Print only the lines below from the one with "ring tip: (490, 88)" to the one with "index tip: (181, 232)", both included, exactly as they stand. Leave pictures out.
Material provided Block Start
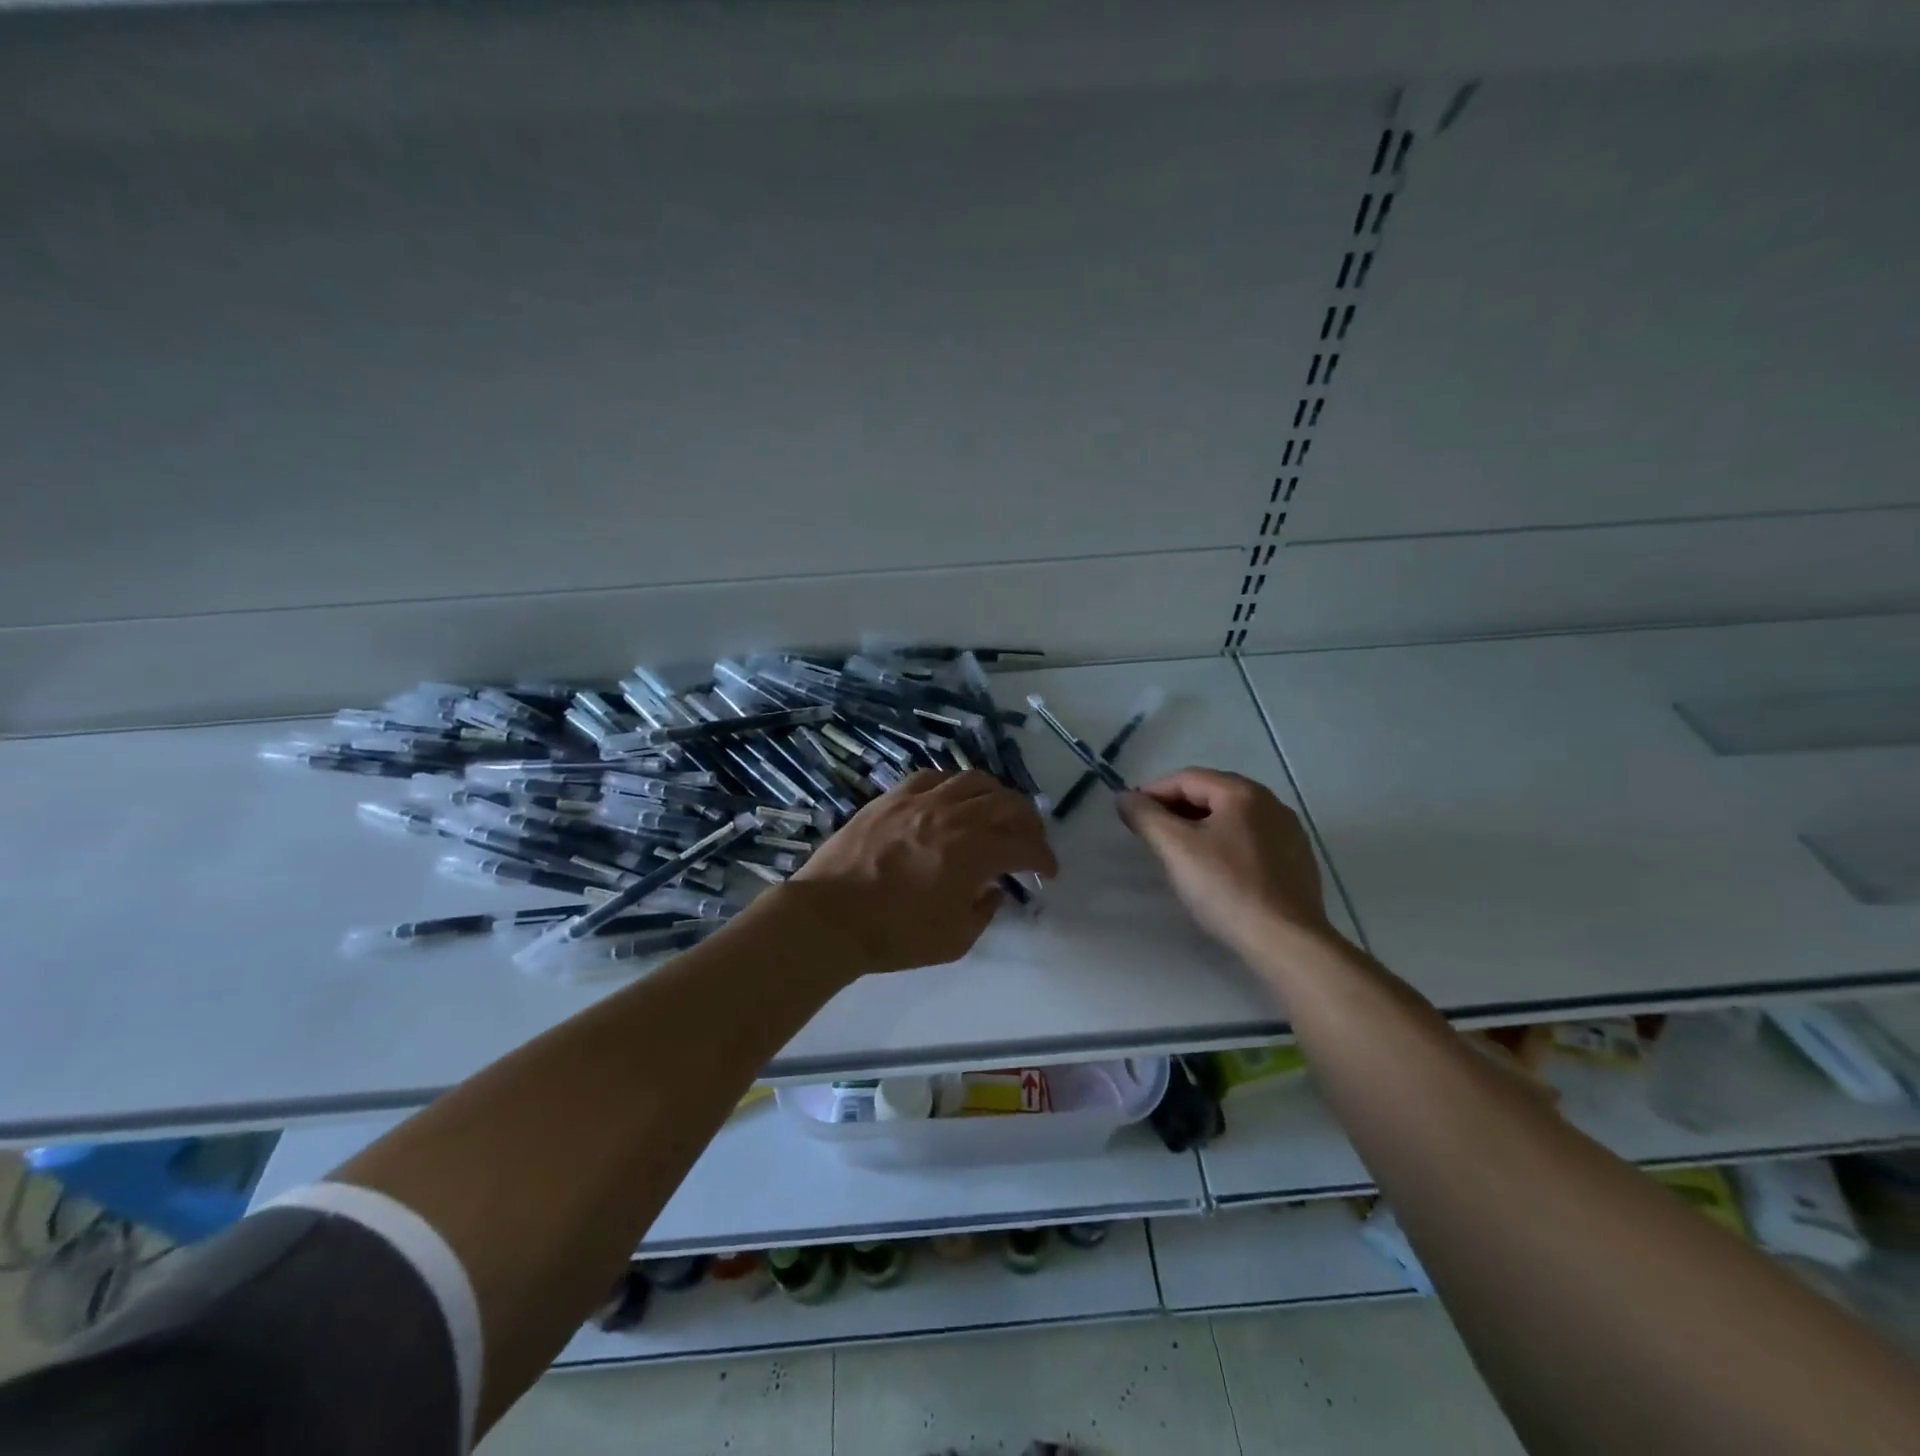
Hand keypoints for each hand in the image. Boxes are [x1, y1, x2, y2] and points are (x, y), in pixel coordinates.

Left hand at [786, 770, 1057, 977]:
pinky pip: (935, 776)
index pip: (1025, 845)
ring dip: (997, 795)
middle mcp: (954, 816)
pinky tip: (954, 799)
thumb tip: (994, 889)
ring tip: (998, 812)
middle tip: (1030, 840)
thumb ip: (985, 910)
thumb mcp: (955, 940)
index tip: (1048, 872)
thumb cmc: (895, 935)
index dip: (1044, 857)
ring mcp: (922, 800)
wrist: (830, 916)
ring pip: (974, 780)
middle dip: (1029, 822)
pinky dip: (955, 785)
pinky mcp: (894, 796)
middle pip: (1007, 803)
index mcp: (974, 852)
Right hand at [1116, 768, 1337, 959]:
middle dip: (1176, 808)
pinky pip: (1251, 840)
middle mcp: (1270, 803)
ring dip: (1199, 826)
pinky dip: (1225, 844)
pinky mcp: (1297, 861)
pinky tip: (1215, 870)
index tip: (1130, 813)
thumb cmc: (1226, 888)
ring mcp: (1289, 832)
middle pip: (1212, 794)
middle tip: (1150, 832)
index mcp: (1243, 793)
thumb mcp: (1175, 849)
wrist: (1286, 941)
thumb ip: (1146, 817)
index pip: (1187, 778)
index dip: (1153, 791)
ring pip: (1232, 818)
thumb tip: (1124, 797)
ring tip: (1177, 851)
Material provided Block End
Material provided Block Start
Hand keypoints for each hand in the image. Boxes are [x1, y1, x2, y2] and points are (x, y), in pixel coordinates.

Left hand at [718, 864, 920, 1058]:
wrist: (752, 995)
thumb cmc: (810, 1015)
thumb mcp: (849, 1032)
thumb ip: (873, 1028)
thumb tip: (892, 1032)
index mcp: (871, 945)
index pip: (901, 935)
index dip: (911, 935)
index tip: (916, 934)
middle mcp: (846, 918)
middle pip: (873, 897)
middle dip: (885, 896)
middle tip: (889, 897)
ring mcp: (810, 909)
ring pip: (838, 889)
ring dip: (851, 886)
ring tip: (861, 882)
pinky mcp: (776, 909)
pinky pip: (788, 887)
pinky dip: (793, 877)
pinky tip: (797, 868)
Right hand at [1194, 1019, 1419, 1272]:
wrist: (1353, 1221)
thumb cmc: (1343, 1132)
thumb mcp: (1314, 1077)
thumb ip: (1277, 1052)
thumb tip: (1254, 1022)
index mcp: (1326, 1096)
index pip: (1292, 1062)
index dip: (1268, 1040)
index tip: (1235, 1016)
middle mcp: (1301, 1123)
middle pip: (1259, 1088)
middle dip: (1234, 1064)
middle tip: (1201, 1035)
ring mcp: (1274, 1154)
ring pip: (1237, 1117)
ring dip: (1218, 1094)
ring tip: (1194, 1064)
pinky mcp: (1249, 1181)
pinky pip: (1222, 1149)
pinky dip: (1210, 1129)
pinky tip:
Material provided Block End
Material provided Block Start
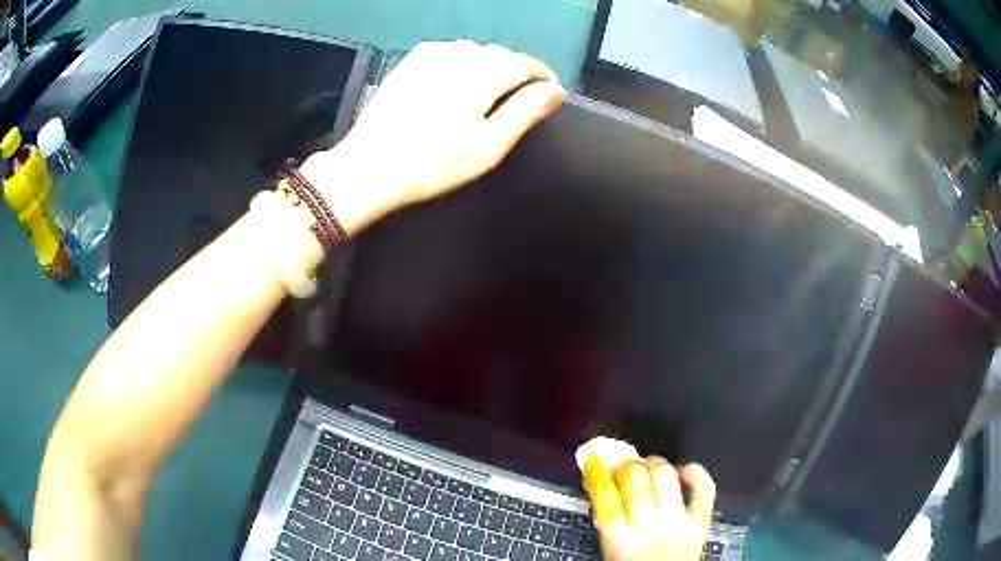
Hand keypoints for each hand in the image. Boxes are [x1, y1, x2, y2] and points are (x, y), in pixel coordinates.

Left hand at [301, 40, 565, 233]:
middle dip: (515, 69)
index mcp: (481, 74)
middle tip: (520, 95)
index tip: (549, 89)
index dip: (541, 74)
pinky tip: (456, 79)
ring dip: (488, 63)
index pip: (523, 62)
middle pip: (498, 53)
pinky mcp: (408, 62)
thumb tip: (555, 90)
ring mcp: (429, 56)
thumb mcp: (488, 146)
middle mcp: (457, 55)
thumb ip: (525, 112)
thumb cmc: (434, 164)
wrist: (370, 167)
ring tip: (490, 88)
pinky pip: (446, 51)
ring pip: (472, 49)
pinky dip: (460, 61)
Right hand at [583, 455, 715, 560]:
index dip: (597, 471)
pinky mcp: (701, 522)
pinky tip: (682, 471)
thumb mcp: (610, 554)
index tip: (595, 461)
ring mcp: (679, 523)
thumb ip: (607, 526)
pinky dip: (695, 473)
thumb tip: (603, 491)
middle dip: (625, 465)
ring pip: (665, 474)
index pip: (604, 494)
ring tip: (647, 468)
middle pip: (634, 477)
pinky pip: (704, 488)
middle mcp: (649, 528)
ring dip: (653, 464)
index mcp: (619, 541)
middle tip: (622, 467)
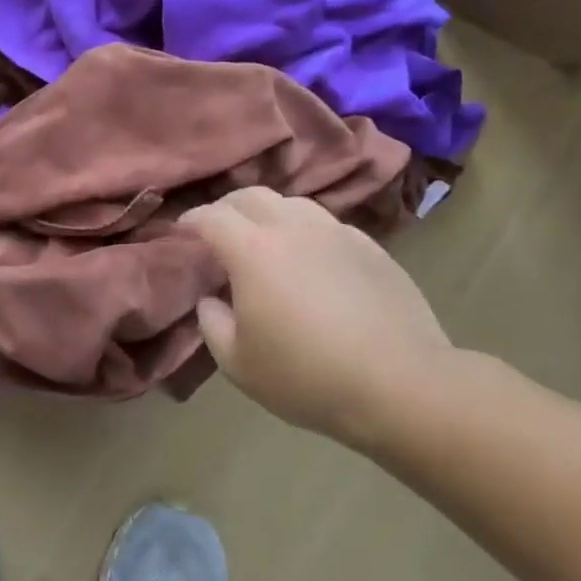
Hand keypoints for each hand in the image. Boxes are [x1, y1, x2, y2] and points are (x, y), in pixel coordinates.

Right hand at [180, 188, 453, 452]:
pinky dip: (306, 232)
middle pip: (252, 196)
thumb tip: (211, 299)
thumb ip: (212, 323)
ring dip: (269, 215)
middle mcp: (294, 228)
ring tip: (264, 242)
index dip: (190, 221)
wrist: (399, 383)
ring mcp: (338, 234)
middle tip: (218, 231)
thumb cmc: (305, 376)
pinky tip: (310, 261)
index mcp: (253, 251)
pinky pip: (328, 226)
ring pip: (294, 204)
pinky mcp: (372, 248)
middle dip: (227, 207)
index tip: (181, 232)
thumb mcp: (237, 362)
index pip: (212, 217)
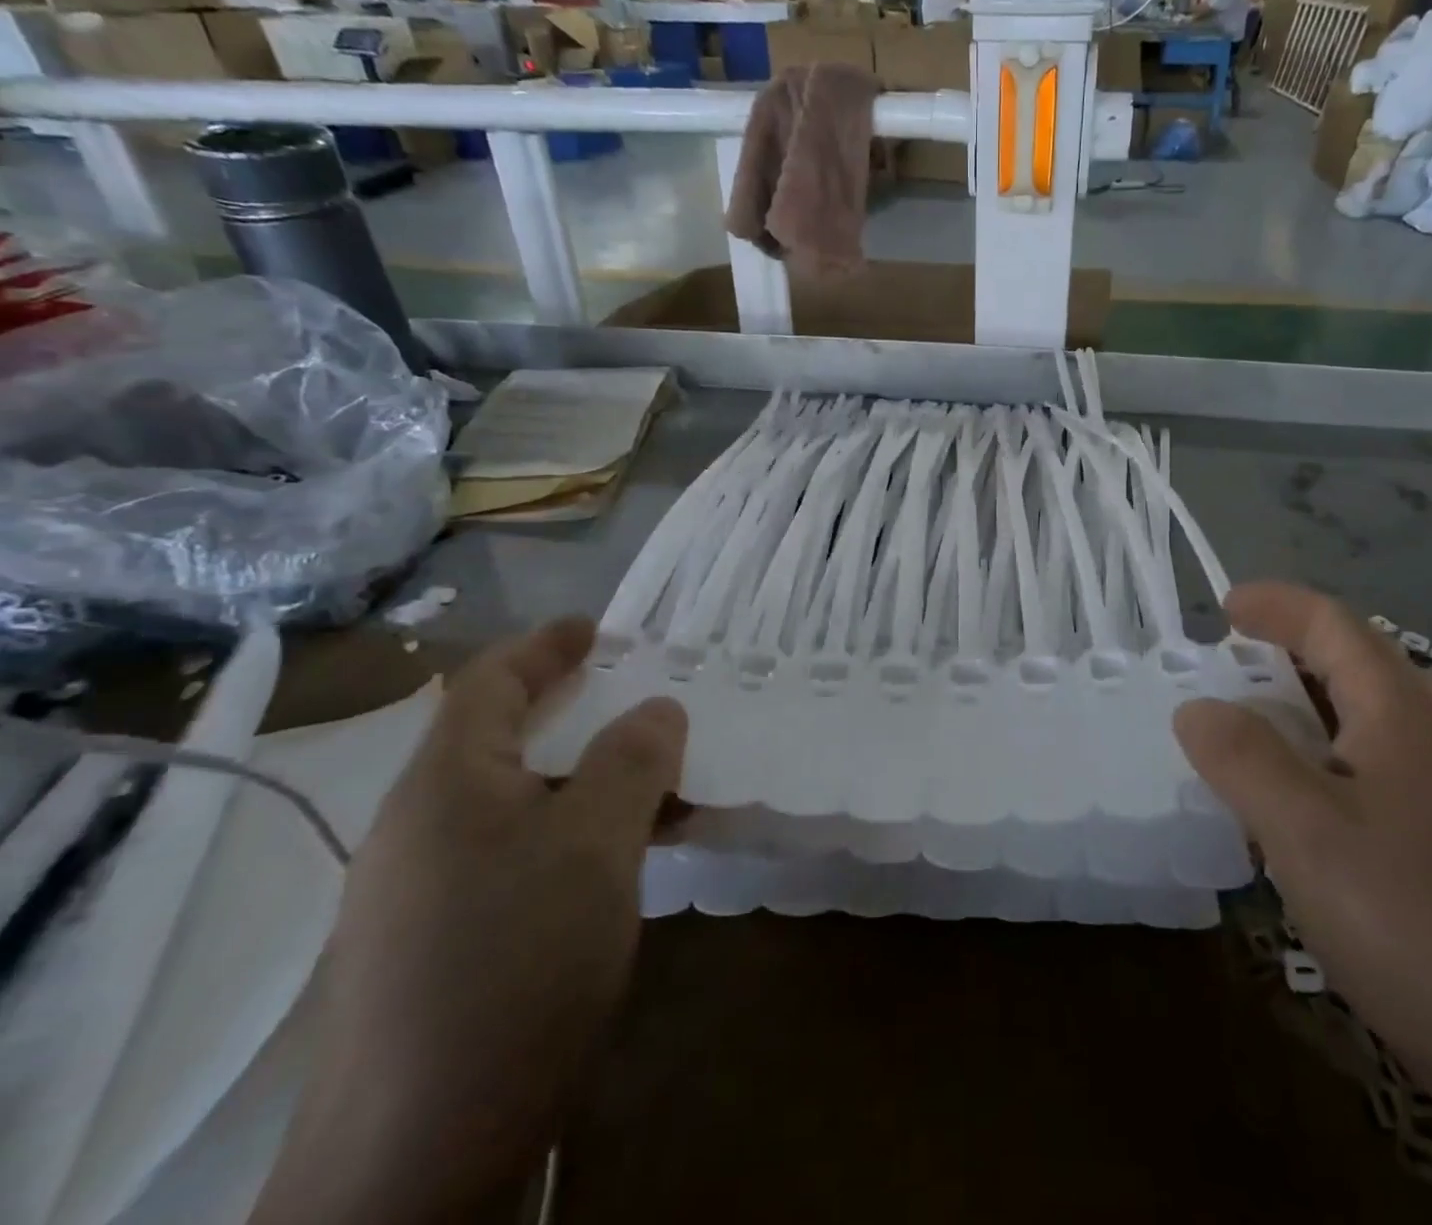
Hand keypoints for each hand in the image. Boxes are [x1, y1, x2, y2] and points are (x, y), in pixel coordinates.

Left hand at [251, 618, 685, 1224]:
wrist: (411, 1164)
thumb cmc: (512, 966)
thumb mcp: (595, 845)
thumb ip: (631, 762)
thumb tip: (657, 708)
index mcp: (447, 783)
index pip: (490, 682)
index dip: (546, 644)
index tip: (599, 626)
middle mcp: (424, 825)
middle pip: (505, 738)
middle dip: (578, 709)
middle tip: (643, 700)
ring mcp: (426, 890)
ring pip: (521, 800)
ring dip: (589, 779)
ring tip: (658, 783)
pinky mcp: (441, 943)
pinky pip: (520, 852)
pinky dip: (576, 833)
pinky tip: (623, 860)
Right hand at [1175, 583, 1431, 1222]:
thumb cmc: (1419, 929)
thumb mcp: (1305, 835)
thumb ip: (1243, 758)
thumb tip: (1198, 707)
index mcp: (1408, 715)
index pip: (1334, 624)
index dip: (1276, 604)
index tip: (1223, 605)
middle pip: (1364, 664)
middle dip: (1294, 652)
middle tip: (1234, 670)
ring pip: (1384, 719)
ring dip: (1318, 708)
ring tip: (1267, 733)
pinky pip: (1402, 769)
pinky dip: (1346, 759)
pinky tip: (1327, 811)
Material provided Block End
- Completed exercise:
ring tip: (490, 88)
pinky pip: (446, 51)
ring pip: (472, 49)
pinky dip: (460, 61)
Right hand at [583, 455, 715, 560]:
index dip: (597, 471)
pinky mcp: (701, 522)
pinky tip: (682, 471)
thumb mcp: (610, 554)
index tip: (595, 461)
ring mcp: (679, 523)
thumb ip: (607, 526)
pinky dip: (695, 473)
thumb tip: (603, 491)
middle dip: (625, 465)
ring pip: (665, 474)
index pip: (604, 494)
ring tip: (647, 468)
middle pip: (634, 477)
pinky pip: (704, 488)
middle mcp: (649, 528)
ring dip: (653, 464)
index mcp: (619, 541)
middle tip: (622, 467)
Hand keypoints for each hand in the image. Boxes are [x1, y1, x2, y2] and points are (x, y), in pixel coordinates.

Right hand at [180, 188, 453, 452]:
pinky dip: (306, 232)
middle pip: (252, 196)
thumb tip: (211, 299)
thumb ip: (212, 323)
ring dip: (269, 215)
middle mcp: (294, 228)
ring tip: (264, 242)
index dip: (190, 221)
wrist: (399, 383)
ring mcp: (338, 234)
middle tip: (218, 231)
thumb cmc: (305, 376)
pinky tip: (310, 261)
index mcp: (253, 251)
pinky pip: (328, 226)
ring pip: (294, 204)
pinky mcp: (372, 248)
middle dip: (227, 207)
index tip: (181, 232)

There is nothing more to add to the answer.